First, no-one can tell you that you shouldn't have certain feelings. They can be unhappy about your feelings but that is not the same thing. It sounds like he's fine with the current situation, you are not, and he's telling you it's your fault that you don't like it. You are a human being and have your own likes, dislikes, and problems and he needs to take that into consideration!
First thing you need to decide is if the situation is causing harm. Is it hurting the kids, your marriage, or you? If it is causing harm it isn't just a matter of hoping the feelings go away it is something that you need to do something about.
Put your energy into figuring out how to get into a different situation for example living somewhere else, getting a job yourself even if it just pays for day care, etc. It sounds like the only thing you are looking forward to is getting back to the days when your husband worked, you lived alone, etc which isn't going to come back. You need to have something concrete that you can look forward to and you are the only one who can decide what that thing or things is and how YOU will work towards it.

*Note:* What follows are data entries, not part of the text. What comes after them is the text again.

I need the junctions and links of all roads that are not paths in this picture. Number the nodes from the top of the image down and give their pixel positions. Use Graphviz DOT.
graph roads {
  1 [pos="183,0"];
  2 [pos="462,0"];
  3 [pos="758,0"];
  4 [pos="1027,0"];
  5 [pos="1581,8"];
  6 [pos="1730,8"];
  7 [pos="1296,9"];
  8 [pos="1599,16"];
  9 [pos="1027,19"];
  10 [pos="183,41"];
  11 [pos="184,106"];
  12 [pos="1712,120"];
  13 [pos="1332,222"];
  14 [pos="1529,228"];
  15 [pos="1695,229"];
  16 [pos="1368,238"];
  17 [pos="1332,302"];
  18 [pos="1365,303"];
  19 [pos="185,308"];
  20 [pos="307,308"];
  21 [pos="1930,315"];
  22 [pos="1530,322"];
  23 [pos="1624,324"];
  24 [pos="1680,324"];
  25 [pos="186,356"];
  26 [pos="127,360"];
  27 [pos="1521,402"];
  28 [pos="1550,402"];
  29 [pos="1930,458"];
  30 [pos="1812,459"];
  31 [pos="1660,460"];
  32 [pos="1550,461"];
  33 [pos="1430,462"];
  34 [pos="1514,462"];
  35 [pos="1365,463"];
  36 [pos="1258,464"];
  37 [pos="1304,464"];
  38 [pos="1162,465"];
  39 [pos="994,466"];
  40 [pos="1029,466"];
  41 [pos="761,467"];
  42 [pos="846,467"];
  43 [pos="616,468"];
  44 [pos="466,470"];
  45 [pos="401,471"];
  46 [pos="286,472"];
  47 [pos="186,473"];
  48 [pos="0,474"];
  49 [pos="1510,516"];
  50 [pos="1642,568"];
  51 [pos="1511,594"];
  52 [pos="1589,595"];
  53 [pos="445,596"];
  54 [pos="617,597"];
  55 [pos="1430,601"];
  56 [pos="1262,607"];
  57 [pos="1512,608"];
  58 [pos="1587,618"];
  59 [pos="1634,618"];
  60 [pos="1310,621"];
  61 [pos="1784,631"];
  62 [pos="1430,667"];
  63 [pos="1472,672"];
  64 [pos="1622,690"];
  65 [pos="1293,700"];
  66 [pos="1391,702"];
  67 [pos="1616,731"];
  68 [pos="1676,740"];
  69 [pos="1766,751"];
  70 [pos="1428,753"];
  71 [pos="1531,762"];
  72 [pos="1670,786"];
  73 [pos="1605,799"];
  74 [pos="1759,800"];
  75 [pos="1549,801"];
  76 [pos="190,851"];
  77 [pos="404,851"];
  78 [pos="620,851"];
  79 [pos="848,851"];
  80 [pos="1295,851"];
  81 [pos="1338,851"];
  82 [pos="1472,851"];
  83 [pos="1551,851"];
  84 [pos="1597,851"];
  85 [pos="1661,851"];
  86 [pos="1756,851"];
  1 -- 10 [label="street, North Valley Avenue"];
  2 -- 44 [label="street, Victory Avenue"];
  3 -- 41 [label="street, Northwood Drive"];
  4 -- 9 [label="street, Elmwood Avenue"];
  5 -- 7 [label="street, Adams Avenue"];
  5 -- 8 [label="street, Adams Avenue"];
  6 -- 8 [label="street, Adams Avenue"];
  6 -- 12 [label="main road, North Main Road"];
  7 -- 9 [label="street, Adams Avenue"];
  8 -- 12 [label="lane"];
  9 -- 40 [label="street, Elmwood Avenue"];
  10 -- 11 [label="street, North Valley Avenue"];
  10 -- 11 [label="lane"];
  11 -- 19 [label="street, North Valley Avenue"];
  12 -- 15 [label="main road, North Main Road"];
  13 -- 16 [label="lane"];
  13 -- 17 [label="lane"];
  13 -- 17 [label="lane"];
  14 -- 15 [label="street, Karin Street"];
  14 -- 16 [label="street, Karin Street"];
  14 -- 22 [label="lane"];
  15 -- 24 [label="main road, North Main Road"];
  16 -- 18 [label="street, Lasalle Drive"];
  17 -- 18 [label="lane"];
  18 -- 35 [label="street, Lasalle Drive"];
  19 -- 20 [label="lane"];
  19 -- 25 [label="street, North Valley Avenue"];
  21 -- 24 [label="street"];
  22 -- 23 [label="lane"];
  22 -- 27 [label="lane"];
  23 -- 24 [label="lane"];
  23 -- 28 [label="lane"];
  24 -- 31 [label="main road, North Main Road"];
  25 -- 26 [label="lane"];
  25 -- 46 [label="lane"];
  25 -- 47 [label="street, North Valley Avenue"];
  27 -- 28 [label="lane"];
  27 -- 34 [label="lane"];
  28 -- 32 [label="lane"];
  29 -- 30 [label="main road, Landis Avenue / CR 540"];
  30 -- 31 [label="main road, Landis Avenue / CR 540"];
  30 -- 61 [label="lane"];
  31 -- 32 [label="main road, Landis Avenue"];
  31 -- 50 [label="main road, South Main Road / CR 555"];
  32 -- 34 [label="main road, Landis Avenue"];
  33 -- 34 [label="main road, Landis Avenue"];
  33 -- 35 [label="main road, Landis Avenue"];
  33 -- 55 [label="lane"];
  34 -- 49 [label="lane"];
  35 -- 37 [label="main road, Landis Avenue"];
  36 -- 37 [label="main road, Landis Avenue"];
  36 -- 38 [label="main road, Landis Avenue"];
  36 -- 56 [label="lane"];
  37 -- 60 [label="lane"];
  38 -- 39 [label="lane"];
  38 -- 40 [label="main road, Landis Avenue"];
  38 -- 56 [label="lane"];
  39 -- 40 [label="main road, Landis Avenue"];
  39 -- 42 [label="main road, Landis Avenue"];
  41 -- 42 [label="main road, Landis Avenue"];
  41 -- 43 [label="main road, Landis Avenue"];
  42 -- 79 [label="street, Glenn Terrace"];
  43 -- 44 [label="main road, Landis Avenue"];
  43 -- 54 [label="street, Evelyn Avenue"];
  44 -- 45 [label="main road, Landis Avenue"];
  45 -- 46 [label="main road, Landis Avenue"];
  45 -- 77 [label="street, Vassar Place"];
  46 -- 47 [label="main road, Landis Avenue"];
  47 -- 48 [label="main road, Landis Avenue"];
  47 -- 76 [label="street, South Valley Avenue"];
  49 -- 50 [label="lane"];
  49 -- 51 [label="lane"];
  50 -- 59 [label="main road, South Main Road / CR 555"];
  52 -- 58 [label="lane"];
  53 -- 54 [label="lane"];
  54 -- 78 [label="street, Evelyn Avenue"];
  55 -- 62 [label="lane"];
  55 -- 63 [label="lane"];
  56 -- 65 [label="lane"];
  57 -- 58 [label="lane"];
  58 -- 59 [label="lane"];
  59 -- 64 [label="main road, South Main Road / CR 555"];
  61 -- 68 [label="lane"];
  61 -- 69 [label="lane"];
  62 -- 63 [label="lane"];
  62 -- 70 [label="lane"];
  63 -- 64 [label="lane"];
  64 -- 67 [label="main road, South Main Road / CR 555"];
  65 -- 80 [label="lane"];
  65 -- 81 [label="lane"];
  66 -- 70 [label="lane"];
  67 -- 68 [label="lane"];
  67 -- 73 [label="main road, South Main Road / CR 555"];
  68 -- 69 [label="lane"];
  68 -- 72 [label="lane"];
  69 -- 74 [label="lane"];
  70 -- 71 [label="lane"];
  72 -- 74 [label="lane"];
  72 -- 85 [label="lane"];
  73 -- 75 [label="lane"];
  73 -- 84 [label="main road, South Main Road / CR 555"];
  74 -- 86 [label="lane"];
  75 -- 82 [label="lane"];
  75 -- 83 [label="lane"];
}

In some ways it sounds like you feel that someone else has taken away your good feelings even if it is just the circumstances of your life but good feelings can come from simple things and you need to figure out what those things are for YOU. You presented a list of things that don't do it for you ("me" time, medication, the place) but you'll be stuck doing the work figuring out what does work. It might be getting a job, or joining a group, or marking a calendar and saving pennies for a few hours here and there of time alone with your husband.
The flip side of having your own sad feelings that you can't be told to ignore is that you also have your own preferences that you can explore and they are not all going to be pipe dreams for million dollar houses and caviar. Think about your happy or successful or proud times from the past and see if they give you clues to what you should do in the future.